----- Available records -----
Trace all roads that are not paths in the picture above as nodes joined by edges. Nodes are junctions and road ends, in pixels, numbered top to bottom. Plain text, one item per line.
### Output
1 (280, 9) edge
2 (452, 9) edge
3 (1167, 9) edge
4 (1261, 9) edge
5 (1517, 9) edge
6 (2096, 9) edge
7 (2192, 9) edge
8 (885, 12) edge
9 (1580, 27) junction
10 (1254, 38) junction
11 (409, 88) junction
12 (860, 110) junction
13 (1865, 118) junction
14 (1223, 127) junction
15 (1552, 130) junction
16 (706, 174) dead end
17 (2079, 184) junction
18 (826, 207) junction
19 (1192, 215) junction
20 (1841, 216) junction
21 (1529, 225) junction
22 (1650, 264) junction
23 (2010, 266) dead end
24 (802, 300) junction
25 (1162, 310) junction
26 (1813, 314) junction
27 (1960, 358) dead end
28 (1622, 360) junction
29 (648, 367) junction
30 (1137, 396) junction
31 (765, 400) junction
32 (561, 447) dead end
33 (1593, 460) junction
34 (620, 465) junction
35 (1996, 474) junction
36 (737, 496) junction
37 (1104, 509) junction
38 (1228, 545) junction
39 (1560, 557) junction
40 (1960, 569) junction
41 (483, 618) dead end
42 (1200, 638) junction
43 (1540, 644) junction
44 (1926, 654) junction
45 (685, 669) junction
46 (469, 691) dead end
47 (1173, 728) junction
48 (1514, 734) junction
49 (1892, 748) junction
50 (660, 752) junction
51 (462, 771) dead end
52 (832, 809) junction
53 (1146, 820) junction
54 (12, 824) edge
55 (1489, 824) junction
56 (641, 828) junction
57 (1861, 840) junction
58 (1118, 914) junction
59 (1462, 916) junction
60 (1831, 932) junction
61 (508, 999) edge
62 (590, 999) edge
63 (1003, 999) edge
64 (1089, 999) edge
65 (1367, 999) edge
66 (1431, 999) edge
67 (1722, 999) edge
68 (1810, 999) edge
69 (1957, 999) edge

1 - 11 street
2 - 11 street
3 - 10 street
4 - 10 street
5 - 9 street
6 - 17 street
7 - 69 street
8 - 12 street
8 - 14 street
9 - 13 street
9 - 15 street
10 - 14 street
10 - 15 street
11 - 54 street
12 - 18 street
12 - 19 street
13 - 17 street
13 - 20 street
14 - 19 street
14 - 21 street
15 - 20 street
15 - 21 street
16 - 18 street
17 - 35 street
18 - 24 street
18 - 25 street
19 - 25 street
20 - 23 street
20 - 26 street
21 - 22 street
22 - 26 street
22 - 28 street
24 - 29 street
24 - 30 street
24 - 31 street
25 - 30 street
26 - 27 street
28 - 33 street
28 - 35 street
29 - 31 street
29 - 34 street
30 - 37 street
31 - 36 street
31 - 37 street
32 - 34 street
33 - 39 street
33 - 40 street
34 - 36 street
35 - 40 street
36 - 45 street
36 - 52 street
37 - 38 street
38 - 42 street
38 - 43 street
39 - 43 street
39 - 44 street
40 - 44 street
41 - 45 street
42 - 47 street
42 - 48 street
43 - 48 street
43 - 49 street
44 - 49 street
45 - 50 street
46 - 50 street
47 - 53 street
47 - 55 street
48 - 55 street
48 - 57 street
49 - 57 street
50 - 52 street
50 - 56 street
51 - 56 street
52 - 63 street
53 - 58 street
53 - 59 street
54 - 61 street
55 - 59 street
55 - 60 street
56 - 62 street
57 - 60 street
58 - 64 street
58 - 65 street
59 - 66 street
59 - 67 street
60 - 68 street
-----
§ **What you should do**:
Exactly how many lines in the records above hold the string "dead"? Reply with that number only.

§ **Reply to the task**:
7